### What is being asked
Scan the records for the string "Siam"; copy each line where it occurs.

### Supplied records
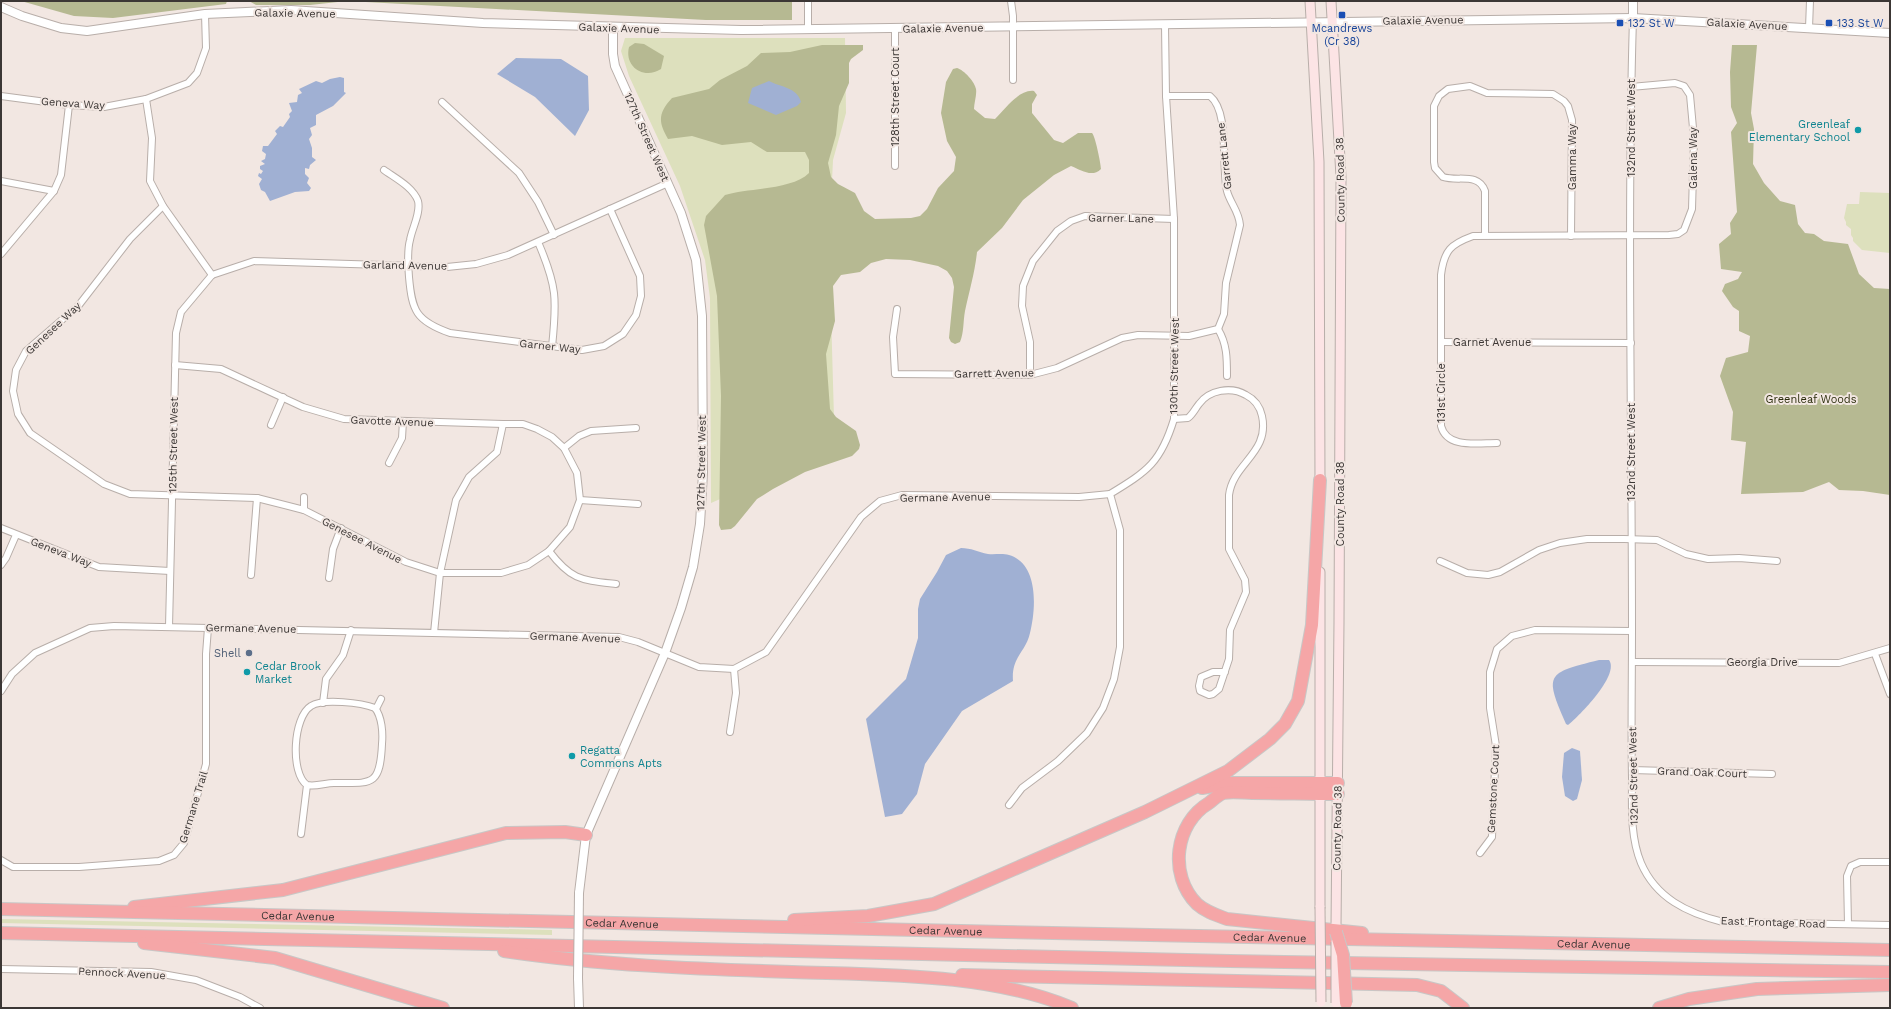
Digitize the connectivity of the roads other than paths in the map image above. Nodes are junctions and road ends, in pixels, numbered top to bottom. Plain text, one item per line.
1 (808, 1) edge
2 (1011, 1) edge
3 (1310, 1) edge
4 (1331, 1) edge
5 (1633, 1) edge
6 (1810, 1) edge
7 (1, 7) edge
8 (205, 14) junction
9 (1634, 18) junction
10 (1312, 22) junction
11 (1332, 22) junction
12 (1165, 25) junction
13 (1012, 27) junction
14 (613, 28) junction
15 (895, 28) junction
16 (1809, 28) junction
17 (808, 30) junction
18 (1890, 33) edge
19 (1013, 80) dead end
20 (1631, 87) junction
21 (1, 96) edge
22 (1166, 96) junction
23 (146, 99) junction
24 (442, 102) dead end
25 (69, 105) junction
26 (895, 166) dead end
27 (384, 170) dead end
28 (1, 181) edge
29 (668, 183) junction
30 (54, 191) junction
31 (162, 206) junction
32 (610, 209) junction
33 (1174, 219) junction
34 (554, 235) junction
35 (1485, 235) junction
36 (1631, 235) junction
37 (1571, 236) junction
38 (538, 242) junction
39 (1, 254) edge
40 (408, 266) junction
41 (212, 275) junction
42 (897, 309) dead end
43 (1218, 328) junction
44 (1175, 336) junction
45 (1441, 342) junction
46 (1631, 343) junction
47 (552, 347) junction
48 (175, 365) junction
49 (1030, 375) junction
50 (1227, 376) dead end
51 (283, 397) junction
52 (1174, 418) junction
53 (403, 421) junction
54 (503, 424) junction
55 (271, 425) dead end
56 (636, 428) dead end
57 (1497, 443) dead end
58 (564, 448) junction
59 (389, 463) dead end
60 (1320, 480) junction
61 (1110, 494) junction
62 (172, 496) junction
63 (304, 497) dead end
64 (257, 498) junction
65 (580, 500) junction
66 (638, 504) dead end
67 (304, 510) junction
68 (1, 528) edge
69 (341, 528) junction
70 (16, 535) junction
71 (1631, 539) junction
72 (549, 551) junction
73 (1440, 561) dead end
74 (1777, 561) dead end
75 (1, 565) edge
76 (170, 571) junction
77 (440, 573) junction
78 (251, 575) dead end
79 (329, 578) dead end
80 (616, 584) dead end
81 (169, 627) junction
82 (208, 628) junction
83 (350, 630) junction
84 (1632, 631) junction
85 (434, 633) junction
86 (1890, 648) edge
87 (665, 653) junction
88 (1875, 654) junction
89 (1632, 662) junction
90 (734, 669) junction
91 (1224, 672) junction
92 (1, 691) edge
93 (1890, 694) edge
94 (381, 699) dead end
95 (323, 703) junction
96 (376, 709) junction
97 (730, 732) dead end
98 (1632, 770) junction
99 (1772, 774) dead end
100 (306, 785) junction
101 (1320, 788) junction
102 (1338, 789) junction
103 (1187, 791) junction
104 (1009, 805) dead end
105 (301, 834) dead end
106 (586, 835) junction
107 (1480, 853) dead end
108 (1, 860) edge
109 (1890, 862) edge
110 (1663, 896) joint
111 (1, 909) edge
112 (89, 912) junction
113 (1848, 924) junction
114 (711, 925) junction
115 (1890, 925) edge
116 (1336, 932) joint
117 (1, 933) edge
118 (75, 934) junction
119 (1448, 942) junction
120 (452, 943) junction
121 (1890, 950) edge
122 (1, 969) edge
123 (1890, 972) edge
124 (909, 976) junction
125 (1890, 985) edge
126 (1320, 1005) edge
127 (1341, 1006) edge
128 (260, 1008) edge
129 (443, 1008) edge
130 (579, 1008) edge
131 (1072, 1008) edge
132 (1463, 1008) edge
133 (1659, 1008) edge

1 - 17 street
2 - 13 street
3 - 10 main road, County Road 38
4 - 11 main road, County Road 38
5 - 9 street, 132nd Street West
6 - 16 street
7 - 8 street, Galaxie Avenue
8 - 14 street, Galaxie Avenue
8 - 23 street, Geneva Way
9 - 11 street, Galaxie Avenue
9 - 16 street, Galaxie Avenue
9 - 20 street, 132nd Street West
10 - 11 street, Galaxie Avenue
10 - 12 street, Galaxie Avenue
10 - 60 main road, County Road 38
11 - 102 main road, County Road 38
12 - 13 street, Galaxie Avenue
12 - 22 street, 130th Street West
13 - 15 street, Galaxie Avenue
13 - 19 street
14 - 17 street, Galaxie Avenue
14 - 29 street, 127th Street West
15 - 17 street, Galaxie Avenue
15 - 26 street, 128th Street Court
16 - 18 street, Galaxie Avenue
20 - 36 street, 132nd Street West
20 - 36 street, Galena Way
21 - 25 street, Geneva Way
22 - 33 street, 130th Street West
22 - 43 street, Garrett Lane
23 - 25 street, Geneva Way
23 - 31 street
24 - 34 street
25 - 30 street
27 - 40 street, Garner Way
28 - 30 street
29 - 32 street, Garland Avenue
29 - 87 street, 127th Street West
30 - 39 street
31 - 41 street
31 - 62 street, Genesee Way
32 - 34 street, Garland Avenue
32 - 47 street, Garner Way
33 - 44 street, 130th Street West
33 - 49 street, Garner Lane
34 - 38 street, Garland Avenue
35 - 37 street, Garnet Avenue
35 - 37 street, Gamma Way
35 - 45 street, Garnet Avenue
36 - 37 street, Garnet Avenue
36 - 46 street, 132nd Street West
38 - 40 street, Garland Avenue
38 - 47 street
40 - 41 street, Garland Avenue
40 - 47 street, Garner Way
41 - 48 street, 125th Street West
42 - 49 street, Garrett Avenue
43 - 44 street, Garrett Avenue
43 - 50 street
44 - 49 street, Garrett Avenue
44 - 52 street, 130th Street West
45 - 46 street, Garnet Avenue
45 - 57 street, 131st Circle
46 - 71 street, 132nd Street West
48 - 51 street, Gavotte Avenue
48 - 62 street, 125th Street West
51 - 53 street, Gavotte Avenue
51 - 55 street
52 - 61 street, 130th Street West
52 - 91 street
53 - 54 street, Gavotte Avenue
53 - 59 street
54 - 58 street, Gavotte Avenue
54 - 77 street
56 - 58 street
58 - 65 street, Gavotte Avenue
60 - 101 main road, County Road 38
60 - 103 highway
61 - 90 street, Germane Avenue
61 - 104 street
62 - 64 street, Genesee Avenue
62 - 76 street, 125th Street West
63 - 67 street
64 - 67 street, Genesee Avenue
64 - 78 street
65 - 66 street
65 - 72 street, Genesee Avenue
67 - 69 street, Genesee Avenue
68 - 70 street, Geneva Way
69 - 77 street, Genesee Avenue
69 - 79 street
70 - 75 street
70 - 76 street, Geneva Way
71 - 73 street
71 - 74 street
71 - 84 street, 132nd Street West
72 - 77 street, Genesee Avenue
72 - 80 street
76 - 81 street, 125th Street West
77 - 85 street
81 - 82 street, Germane Avenue
81 - 92 street, Germane Avenue
82 - 83 street, Germane Avenue
82 - 108 street, Germane Trail
83 - 85 street, Germane Avenue
83 - 95 street
84 - 89 street, 132nd Street West
84 - 107 street, Gemstone Court
85 - 87 street, Germane Avenue
86 - 88 street, Georgia Drive
87 - 90 street, Germane Avenue
87 - 106 street, 127th Street West
88 - 89 street, Georgia Drive
88 - 93 street
89 - 98 street, 132nd Street West
90 - 97 street
91 - 91 street
94 - 96 street
95 - 96 street
95 - 100 street
96 - 100 street
98 - 99 street, Grand Oak Court
98 - 110 street, 132nd Street West
100 - 105 street
101 - 102 highway
101 - 103 highway
101 - 119 highway
101 - 126 main road, County Road 38, bridge
102 - 116 main road, County Road 38
103 - 114 highway
106 - 112 highway
106 - 130 street, 127th Street West, bridge
109 - 113 street
110 - 113 street, East Frontage Road
111 - 112 highway, Cedar Avenue
112 - 114 highway, Cedar Avenue
113 - 115 street, East Frontage Road
114 - 119 highway, Cedar Avenue
116 - 127 highway, bridge
117 - 118 highway, Cedar Avenue
118 - 120 highway, Cedar Avenue
118 - 129 highway
119 - 121 highway, Cedar Avenue
120 - 123 highway, Cedar Avenue
120 - 124 highway
122 - 128 street, Pennock Avenue
124 - 131 highway
124 - 132 highway
125 - 133 highway

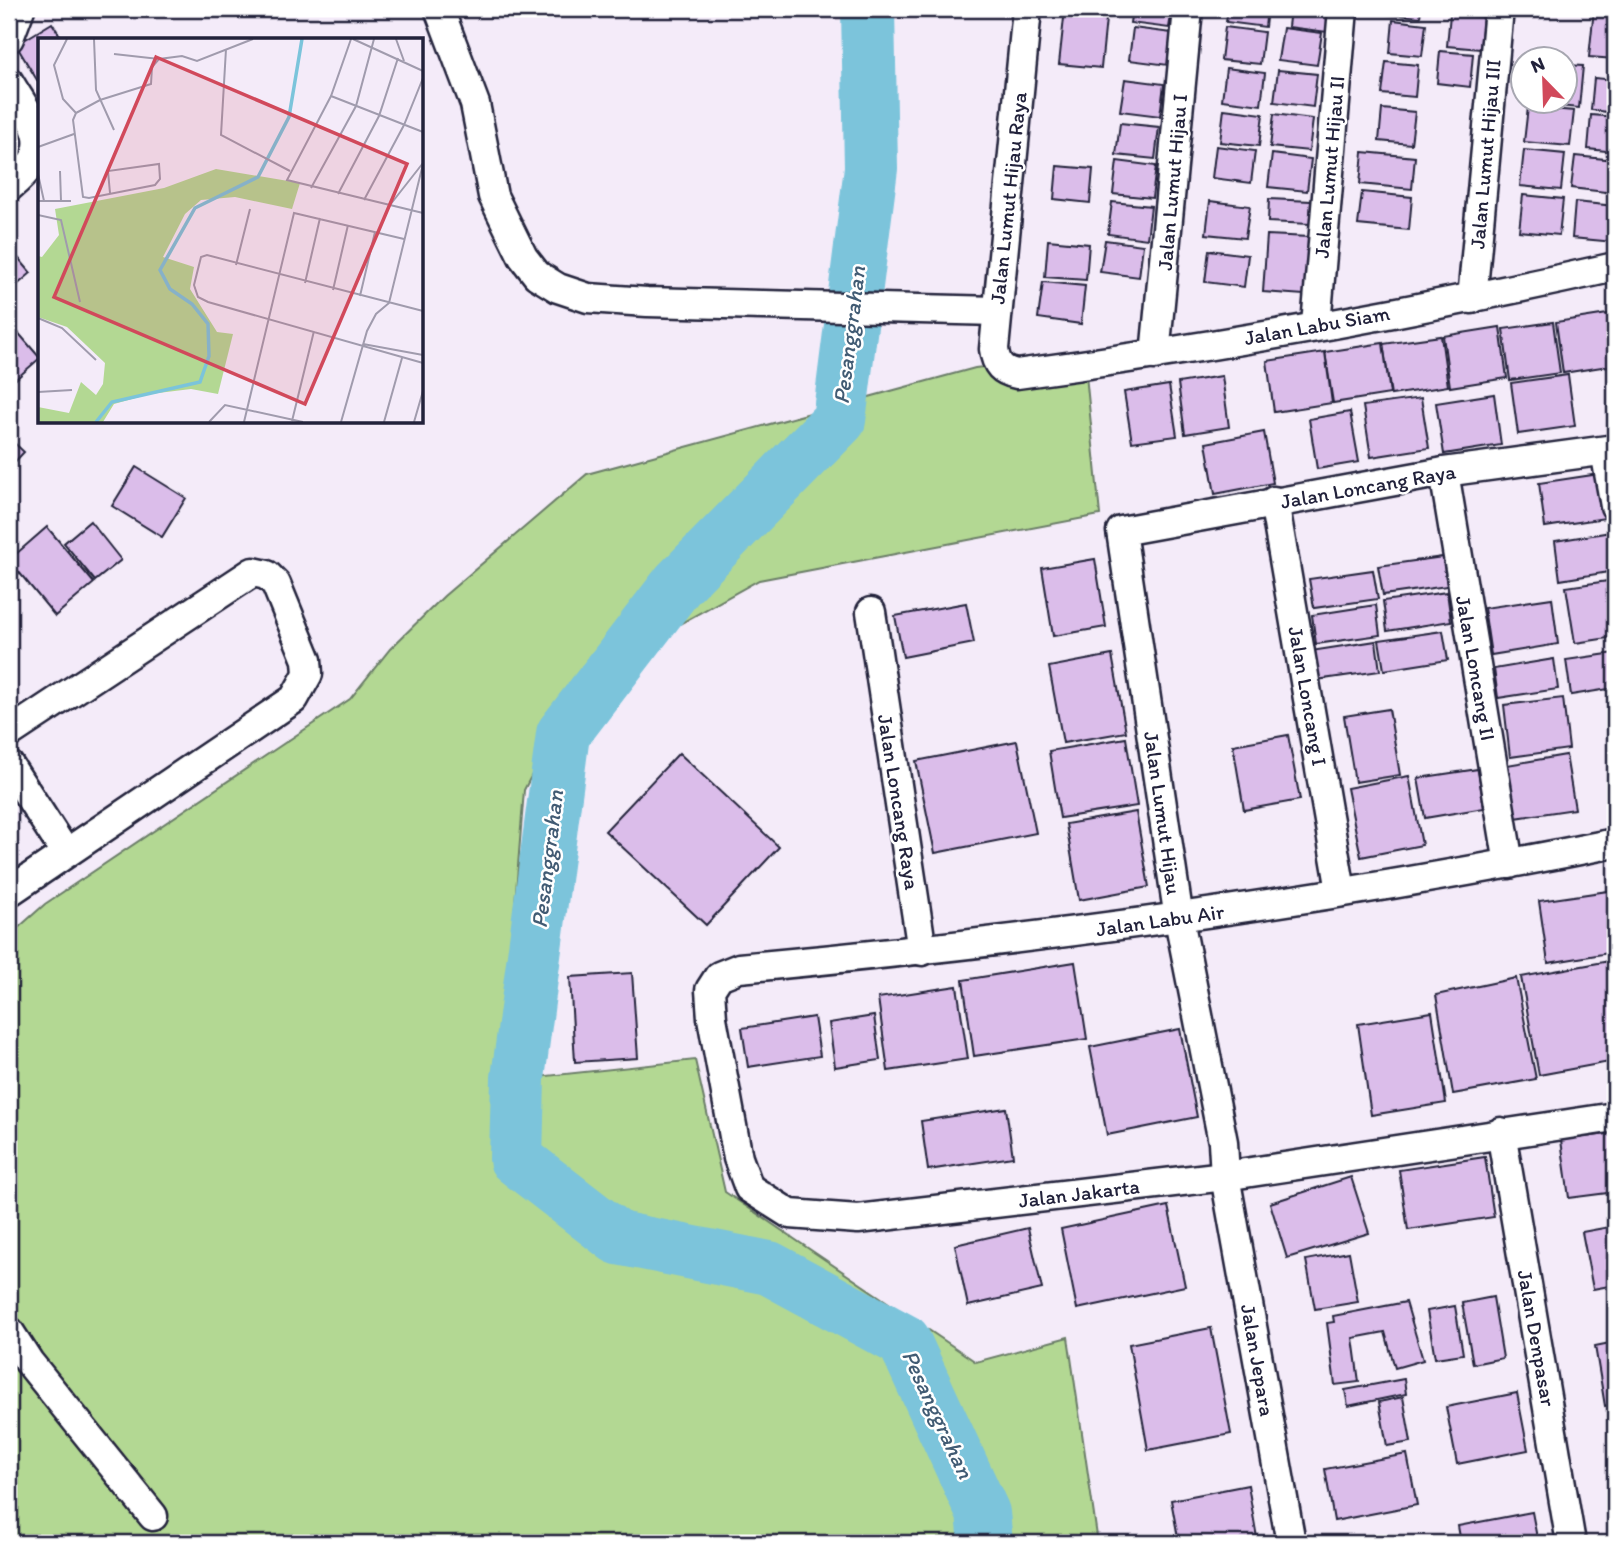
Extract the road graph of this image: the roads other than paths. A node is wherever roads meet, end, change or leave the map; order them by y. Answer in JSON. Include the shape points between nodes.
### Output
{"nodes":[{"id":1,"x":20,"y":9,"type":"edge"},
{"id":2,"x":439,"y":9,"type":"edge"},
{"id":3,"x":1027,"y":9,"type":"edge"},
{"id":4,"x":1188,"y":9,"type":"edge"},
{"id":5,"x":1343,"y":9,"type":"edge"},
{"id":6,"x":1499,"y":9,"type":"edge"},
{"id":7,"x":9,"y":38,"type":"edge"},
{"id":8,"x":9,"y":82,"type":"edge"},
{"id":9,"x":38,"y":137,"type":"edge"},
{"id":10,"x":38,"y":157,"type":"edge"},
{"id":11,"x":9,"y":187,"type":"edge"},
{"id":12,"x":1615,"y":267,"type":"edge"},
{"id":13,"x":1472,"y":299,"type":"junction"},
{"id":14,"x":997,"y":311,"type":"junction"},
{"id":15,"x":1316,"y":325,"type":"junction"},
{"id":16,"x":1155,"y":355,"type":"junction"},
{"id":17,"x":1017,"y":374,"type":"joint"},
{"id":18,"x":1610,"y":450,"type":"edge"},
{"id":19,"x":1444,"y":472,"type":"junction"},
{"id":20,"x":1274,"y":501,"type":"junction"},
{"id":21,"x":1615,"y":506,"type":"edge"},
{"id":22,"x":1121,"y":531,"type":"joint"},
{"id":23,"x":871,"y":612,"type":"dead end"},
{"id":24,"x":9,"y":733,"type":"edge"},
{"id":25,"x":9,"y":765,"type":"edge"},
{"id":26,"x":1615,"y":843,"type":"edge"},
{"id":27,"x":65,"y":852,"type":"junction"},
{"id":28,"x":1509,"y":864,"type":"junction"},
{"id":29,"x":1341,"y":891,"type":"junction"},
{"id":30,"x":9,"y":892,"type":"edge"},
{"id":31,"x":1179,"y":919,"type":"junction"},
{"id":32,"x":922,"y":951,"type":"junction"},
{"id":33,"x":710,"y":990,"type":"joint"},
{"id":34,"x":1615,"y":1117,"type":"edge"},
{"id":35,"x":1501,"y":1132,"type":"junction"},
{"id":36,"x":1225,"y":1176,"type":"junction"},
{"id":37,"x":9,"y":1331,"type":"edge"},
{"id":38,"x":153,"y":1516,"type":"dead end"},
{"id":39,"x":1291,"y":1543,"type":"edge"},
{"id":40,"x":1572,"y":1543,"type":"edge"}],
"edges":[{"from":1,"to":7,"type":"street"},
{"from":2,"to":14,"type":"street","via":[[475,104],[493,196],[523,257],[537,275],[558,288],[588,298]]},
{"from":3,"to":14,"type":"street","name":"Jalan Lumut Hijau Raya"},
{"from":4,"to":16,"type":"street","name":"Jalan Lumut Hijau I"},
{"from":5,"to":15,"type":"street","name":"Jalan Lumut Hijau II"},
{"from":6,"to":13,"type":"street","name":"Jalan Lumut Hijau III"},
{"from":8,"to":9,"type":"street"},
{"from":10,"to":11,"type":"street"},
{"from":12,"to":13,"type":"street","name":"Jalan Labu Siam"},
{"from":13,"to":15,"type":"street","name":"Jalan Labu Siam"},
{"from":14,"to":17,"type":"street","name":"Jalan Lumut Hijau Raya","via":[[995,357],[1001,369]]},
{"from":15,"to":16,"type":"street","name":"Jalan Labu Siam"},
{"from":16,"to":17,"type":"street","name":"Jalan Labu Siam"},
{"from":18,"to":19,"type":"street","name":"Jalan Loncang Raya"},
{"from":18,"to":21,"type":"street"},
{"from":19,"to":20,"type":"street","name":"Jalan Loncang Raya"},
{"from":19,"to":28,"type":"street","name":"Jalan Loncang II"},
{"from":20,"to":22,"type":"street","name":"Jalan Loncang Raya"},
{"from":20,"to":29,"type":"street","name":"Jalan Loncang I"},
{"from":22,"to":31,"type":"street","name":"Jalan Lumut Hijau"},
{"from":23,"to":32,"type":"street","name":"Jalan Loncang Raya"},
{"from":24,"to":27,"type":"street","via":[[245,576],[260,573],[276,584],[307,660],[308,674],[294,699]]},
{"from":25,"to":27,"type":"street"},
{"from":26,"to":28,"type":"street","name":"Jalan Labu Air"},
{"from":27,"to":30,"type":"street"},
{"from":28,"to":29,"type":"street","name":"Jalan Labu Air"},
{"from":29,"to":31,"type":"street","name":"Jalan Labu Air"},
{"from":31,"to":32,"type":"street","name":"Jalan Labu Air"},
{"from":31,"to":36,"type":"street","name":"Jalan Lumut Hijau","via":[[1223,1142]]},
{"from":32,"to":33,"type":"street","name":"Jalan Labu Air","via":[[740,968],[719,976]]},
{"from":33,"to":36,"type":"street","name":"Jalan Jakarta","via":[[738,1158],[749,1188],[790,1214],[858,1219]]},
{"from":34,"to":35,"type":"street","name":"Jalan Jakarta"},
{"from":35,"to":36,"type":"street","name":"Jalan Jakarta"},
{"from":35,"to":40,"type":"street","name":"Jalan Denpasar"},
{"from":36,"to":39,"type":"street","name":"Jalan Jepara"},
{"from":37,"to":38,"type":"street"}]}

### Response to the task
{"from":12,"to":13,"type":"street","name":"Jalan Labu Siam"},
{"from":13,"to":15,"type":"street","name":"Jalan Labu Siam"},
{"from":15,"to":16,"type":"street","name":"Jalan Labu Siam"},
{"from":16,"to":17,"type":"street","name":"Jalan Labu Siam"},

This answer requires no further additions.